(EXTRACTED DATA begins)
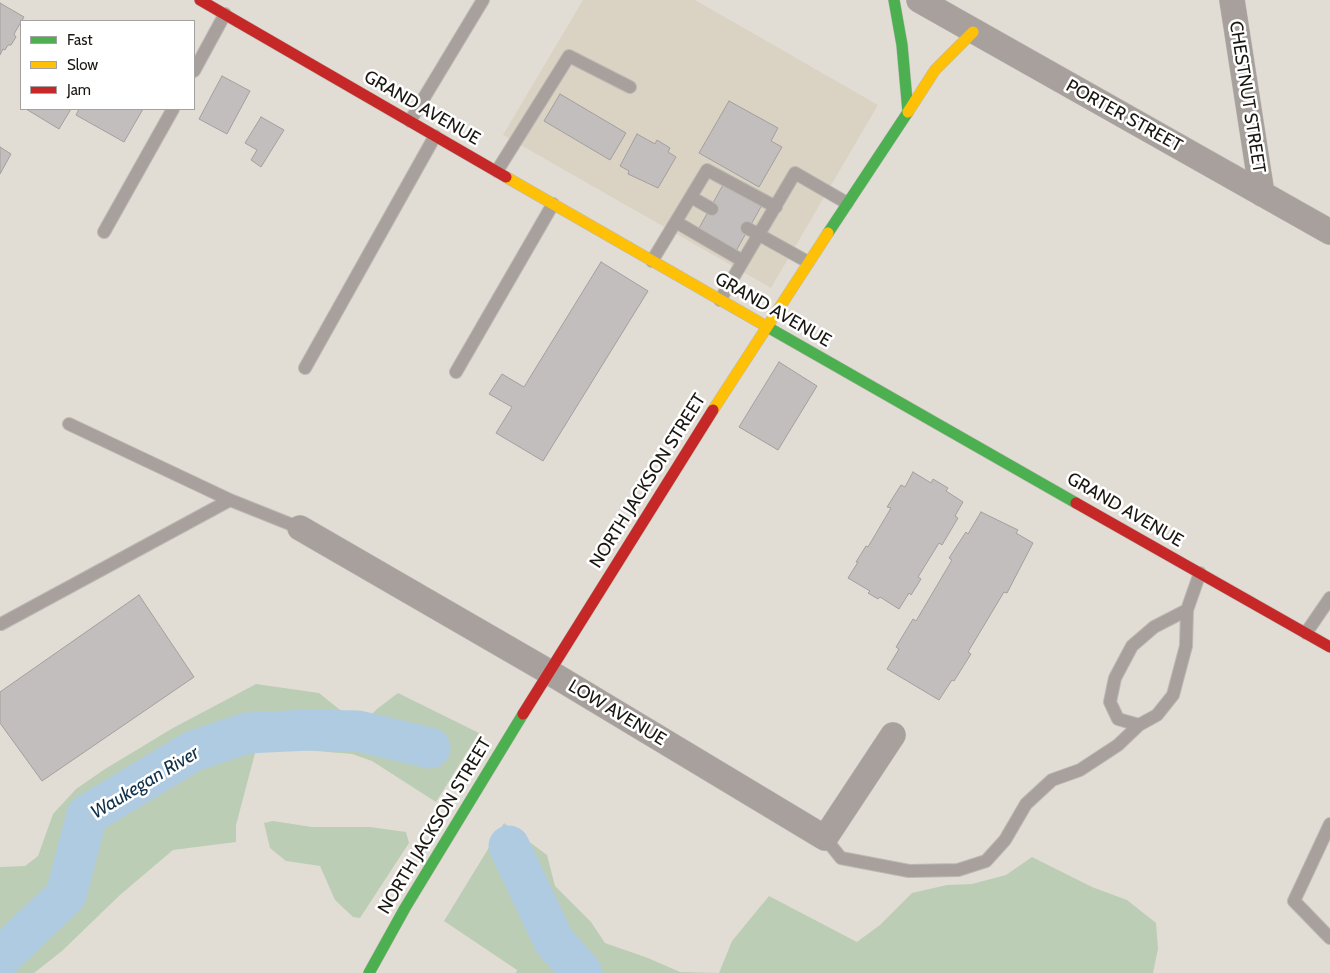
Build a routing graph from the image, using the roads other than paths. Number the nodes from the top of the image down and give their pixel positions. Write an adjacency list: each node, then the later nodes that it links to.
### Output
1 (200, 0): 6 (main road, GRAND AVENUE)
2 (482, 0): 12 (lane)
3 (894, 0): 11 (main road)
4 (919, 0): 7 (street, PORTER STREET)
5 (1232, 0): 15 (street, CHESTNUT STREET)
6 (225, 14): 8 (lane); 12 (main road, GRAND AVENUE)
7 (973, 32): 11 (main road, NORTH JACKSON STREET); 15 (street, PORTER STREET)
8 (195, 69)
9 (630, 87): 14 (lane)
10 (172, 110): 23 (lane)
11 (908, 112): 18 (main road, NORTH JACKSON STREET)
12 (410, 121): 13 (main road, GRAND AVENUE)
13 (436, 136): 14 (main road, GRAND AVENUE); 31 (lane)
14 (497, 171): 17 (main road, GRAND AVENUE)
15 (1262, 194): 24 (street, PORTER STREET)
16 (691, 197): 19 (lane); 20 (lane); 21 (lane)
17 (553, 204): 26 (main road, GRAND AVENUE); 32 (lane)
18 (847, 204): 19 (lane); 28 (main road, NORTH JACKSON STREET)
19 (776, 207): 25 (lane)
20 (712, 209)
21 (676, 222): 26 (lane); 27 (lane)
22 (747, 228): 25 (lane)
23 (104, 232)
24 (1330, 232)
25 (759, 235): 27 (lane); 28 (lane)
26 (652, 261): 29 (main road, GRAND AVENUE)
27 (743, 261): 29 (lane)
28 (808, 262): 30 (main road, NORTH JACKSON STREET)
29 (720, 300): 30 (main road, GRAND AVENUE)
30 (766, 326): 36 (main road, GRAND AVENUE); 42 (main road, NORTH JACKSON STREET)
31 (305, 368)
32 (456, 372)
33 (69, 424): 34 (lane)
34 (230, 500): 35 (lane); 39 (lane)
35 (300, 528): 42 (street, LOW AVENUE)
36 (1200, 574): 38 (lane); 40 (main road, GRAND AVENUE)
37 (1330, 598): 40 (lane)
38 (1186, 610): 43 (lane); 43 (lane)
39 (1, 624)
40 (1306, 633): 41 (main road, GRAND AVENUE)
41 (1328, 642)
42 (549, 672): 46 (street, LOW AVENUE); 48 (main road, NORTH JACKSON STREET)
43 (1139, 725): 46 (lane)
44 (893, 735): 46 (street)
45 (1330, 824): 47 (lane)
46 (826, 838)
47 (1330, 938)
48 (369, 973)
(EXTRACTED DATA ends)
(EXTRACTED DATA begins)
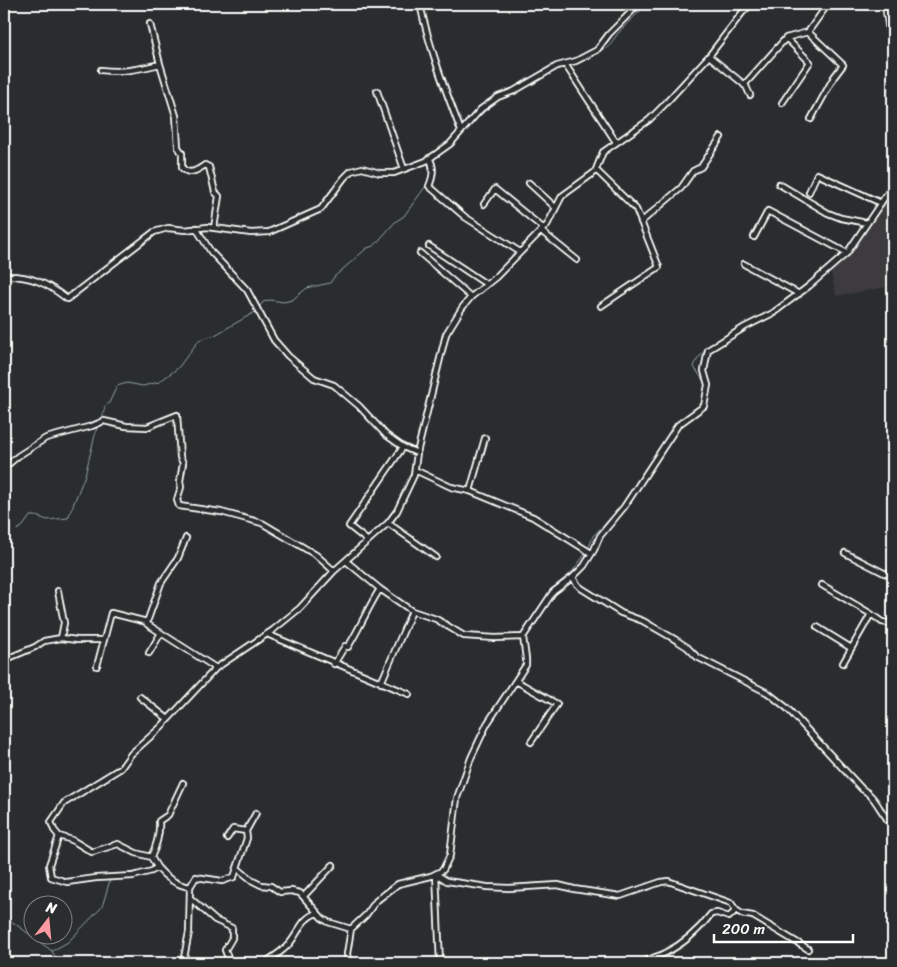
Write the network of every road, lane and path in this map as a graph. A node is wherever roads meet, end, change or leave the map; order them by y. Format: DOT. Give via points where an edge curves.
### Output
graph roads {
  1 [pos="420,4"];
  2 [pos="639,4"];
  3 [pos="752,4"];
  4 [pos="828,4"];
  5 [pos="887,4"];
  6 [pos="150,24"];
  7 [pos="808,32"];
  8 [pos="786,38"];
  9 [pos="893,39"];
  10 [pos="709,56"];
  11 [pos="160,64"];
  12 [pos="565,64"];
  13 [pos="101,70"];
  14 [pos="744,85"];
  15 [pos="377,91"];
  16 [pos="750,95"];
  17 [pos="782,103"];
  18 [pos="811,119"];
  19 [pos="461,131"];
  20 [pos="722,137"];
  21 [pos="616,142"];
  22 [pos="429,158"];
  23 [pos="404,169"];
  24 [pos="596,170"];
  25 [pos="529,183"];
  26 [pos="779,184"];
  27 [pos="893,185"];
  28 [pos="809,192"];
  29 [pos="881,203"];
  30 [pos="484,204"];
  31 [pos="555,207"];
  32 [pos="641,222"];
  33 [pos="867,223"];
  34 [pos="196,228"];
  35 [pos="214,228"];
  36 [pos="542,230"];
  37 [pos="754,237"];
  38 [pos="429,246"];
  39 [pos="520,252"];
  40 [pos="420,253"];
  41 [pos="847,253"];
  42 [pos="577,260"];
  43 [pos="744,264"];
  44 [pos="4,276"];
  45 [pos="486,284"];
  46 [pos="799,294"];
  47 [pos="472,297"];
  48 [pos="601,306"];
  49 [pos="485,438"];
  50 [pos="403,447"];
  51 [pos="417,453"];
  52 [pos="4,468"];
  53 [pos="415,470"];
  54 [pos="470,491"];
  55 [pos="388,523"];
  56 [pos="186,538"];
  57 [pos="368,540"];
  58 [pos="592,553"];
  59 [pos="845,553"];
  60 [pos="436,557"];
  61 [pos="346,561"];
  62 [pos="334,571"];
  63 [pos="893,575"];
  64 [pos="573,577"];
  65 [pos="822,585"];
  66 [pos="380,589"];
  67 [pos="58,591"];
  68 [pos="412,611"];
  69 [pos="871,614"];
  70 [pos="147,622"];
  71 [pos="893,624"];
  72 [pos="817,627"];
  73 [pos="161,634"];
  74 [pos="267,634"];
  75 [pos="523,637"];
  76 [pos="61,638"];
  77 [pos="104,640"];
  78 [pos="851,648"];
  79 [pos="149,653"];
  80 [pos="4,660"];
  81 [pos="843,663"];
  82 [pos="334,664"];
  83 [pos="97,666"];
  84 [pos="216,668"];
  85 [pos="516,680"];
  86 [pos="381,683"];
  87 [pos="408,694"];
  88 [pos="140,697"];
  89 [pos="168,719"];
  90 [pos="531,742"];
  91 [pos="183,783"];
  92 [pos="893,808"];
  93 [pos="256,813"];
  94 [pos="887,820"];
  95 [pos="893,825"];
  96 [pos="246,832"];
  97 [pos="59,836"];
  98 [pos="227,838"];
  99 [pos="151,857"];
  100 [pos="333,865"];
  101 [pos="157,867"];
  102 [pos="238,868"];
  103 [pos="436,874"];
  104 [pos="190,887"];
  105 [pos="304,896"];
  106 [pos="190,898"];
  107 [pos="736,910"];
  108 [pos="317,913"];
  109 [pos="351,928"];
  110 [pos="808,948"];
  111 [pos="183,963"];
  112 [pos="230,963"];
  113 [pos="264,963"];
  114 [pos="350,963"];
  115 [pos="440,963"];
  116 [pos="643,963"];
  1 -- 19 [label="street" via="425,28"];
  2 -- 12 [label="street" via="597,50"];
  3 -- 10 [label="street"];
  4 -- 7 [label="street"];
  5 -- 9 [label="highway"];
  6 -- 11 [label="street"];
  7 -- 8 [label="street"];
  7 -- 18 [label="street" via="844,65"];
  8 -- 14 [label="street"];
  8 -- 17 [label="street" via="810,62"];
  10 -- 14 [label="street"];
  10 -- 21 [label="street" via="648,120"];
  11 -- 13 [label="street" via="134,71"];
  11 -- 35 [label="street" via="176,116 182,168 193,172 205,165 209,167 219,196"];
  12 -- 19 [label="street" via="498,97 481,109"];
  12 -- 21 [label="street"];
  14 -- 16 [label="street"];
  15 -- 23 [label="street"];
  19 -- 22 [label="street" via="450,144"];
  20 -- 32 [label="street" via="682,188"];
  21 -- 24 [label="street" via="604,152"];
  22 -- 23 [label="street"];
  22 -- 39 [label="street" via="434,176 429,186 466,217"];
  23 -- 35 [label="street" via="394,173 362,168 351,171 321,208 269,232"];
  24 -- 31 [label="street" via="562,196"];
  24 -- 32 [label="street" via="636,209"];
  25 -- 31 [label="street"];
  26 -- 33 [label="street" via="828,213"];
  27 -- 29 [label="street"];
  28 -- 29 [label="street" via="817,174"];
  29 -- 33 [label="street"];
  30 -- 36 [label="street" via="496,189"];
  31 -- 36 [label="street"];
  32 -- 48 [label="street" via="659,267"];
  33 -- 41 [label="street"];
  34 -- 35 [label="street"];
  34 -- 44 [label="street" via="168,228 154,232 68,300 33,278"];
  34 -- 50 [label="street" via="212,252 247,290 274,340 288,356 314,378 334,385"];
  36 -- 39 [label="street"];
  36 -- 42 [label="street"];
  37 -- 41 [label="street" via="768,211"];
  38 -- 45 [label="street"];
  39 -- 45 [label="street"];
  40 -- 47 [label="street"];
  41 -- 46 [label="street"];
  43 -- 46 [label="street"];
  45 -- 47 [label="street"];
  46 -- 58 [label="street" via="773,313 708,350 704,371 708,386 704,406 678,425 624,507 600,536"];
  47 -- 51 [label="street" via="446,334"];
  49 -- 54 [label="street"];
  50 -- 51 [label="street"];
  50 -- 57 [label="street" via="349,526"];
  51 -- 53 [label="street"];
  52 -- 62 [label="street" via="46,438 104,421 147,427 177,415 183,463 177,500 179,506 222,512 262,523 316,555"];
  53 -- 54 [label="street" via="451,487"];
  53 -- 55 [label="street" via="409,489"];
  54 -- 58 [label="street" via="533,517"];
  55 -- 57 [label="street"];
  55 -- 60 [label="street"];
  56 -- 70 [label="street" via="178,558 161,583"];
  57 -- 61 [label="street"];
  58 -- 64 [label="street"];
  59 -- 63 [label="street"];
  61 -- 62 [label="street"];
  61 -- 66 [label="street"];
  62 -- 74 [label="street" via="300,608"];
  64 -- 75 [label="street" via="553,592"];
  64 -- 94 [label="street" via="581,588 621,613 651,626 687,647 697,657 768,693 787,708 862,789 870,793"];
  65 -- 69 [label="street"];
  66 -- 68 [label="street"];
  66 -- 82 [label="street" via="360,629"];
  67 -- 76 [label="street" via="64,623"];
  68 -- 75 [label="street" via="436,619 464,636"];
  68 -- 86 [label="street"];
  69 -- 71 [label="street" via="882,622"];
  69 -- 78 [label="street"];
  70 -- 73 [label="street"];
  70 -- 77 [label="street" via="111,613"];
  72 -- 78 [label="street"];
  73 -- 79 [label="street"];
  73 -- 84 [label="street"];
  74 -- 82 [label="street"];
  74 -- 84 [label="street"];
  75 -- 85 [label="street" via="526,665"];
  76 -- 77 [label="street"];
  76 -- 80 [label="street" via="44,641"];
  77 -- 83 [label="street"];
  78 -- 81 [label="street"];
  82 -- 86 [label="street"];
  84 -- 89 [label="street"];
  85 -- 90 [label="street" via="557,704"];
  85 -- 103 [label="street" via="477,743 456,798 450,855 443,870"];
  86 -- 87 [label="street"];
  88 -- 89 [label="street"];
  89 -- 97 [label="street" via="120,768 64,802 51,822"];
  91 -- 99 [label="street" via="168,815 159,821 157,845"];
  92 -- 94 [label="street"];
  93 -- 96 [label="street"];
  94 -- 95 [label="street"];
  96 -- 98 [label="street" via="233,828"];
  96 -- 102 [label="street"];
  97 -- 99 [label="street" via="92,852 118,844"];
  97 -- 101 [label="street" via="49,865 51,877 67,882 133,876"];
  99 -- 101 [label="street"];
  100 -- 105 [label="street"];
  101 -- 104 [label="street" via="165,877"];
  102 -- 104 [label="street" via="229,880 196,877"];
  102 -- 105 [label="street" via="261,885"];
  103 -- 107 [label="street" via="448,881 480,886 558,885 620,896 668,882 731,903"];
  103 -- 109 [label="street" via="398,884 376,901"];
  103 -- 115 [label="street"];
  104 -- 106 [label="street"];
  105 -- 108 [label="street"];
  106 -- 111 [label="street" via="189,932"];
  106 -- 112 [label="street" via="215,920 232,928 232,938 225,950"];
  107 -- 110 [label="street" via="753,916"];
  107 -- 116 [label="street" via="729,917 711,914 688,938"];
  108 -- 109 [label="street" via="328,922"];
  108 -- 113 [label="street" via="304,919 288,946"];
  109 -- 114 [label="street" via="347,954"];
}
(EXTRACTED DATA ends)
__WORK ITEM__:
The lines that contain the word "node" are wanted; copy each of them from the records.

__RESPONSE TO THE TASK__:
Build a routing graph from the image, using the roads other than paths. Number the nodes from the top of the image down and give their pixel positions. Write an adjacency list: each node, then the later nodes that it links to.
Write the network of every road, lane and path in this map as a graph. A node is wherever roads meet, end, change or leave the map; order them by y. Format: DOT. Give via points where an edge curves.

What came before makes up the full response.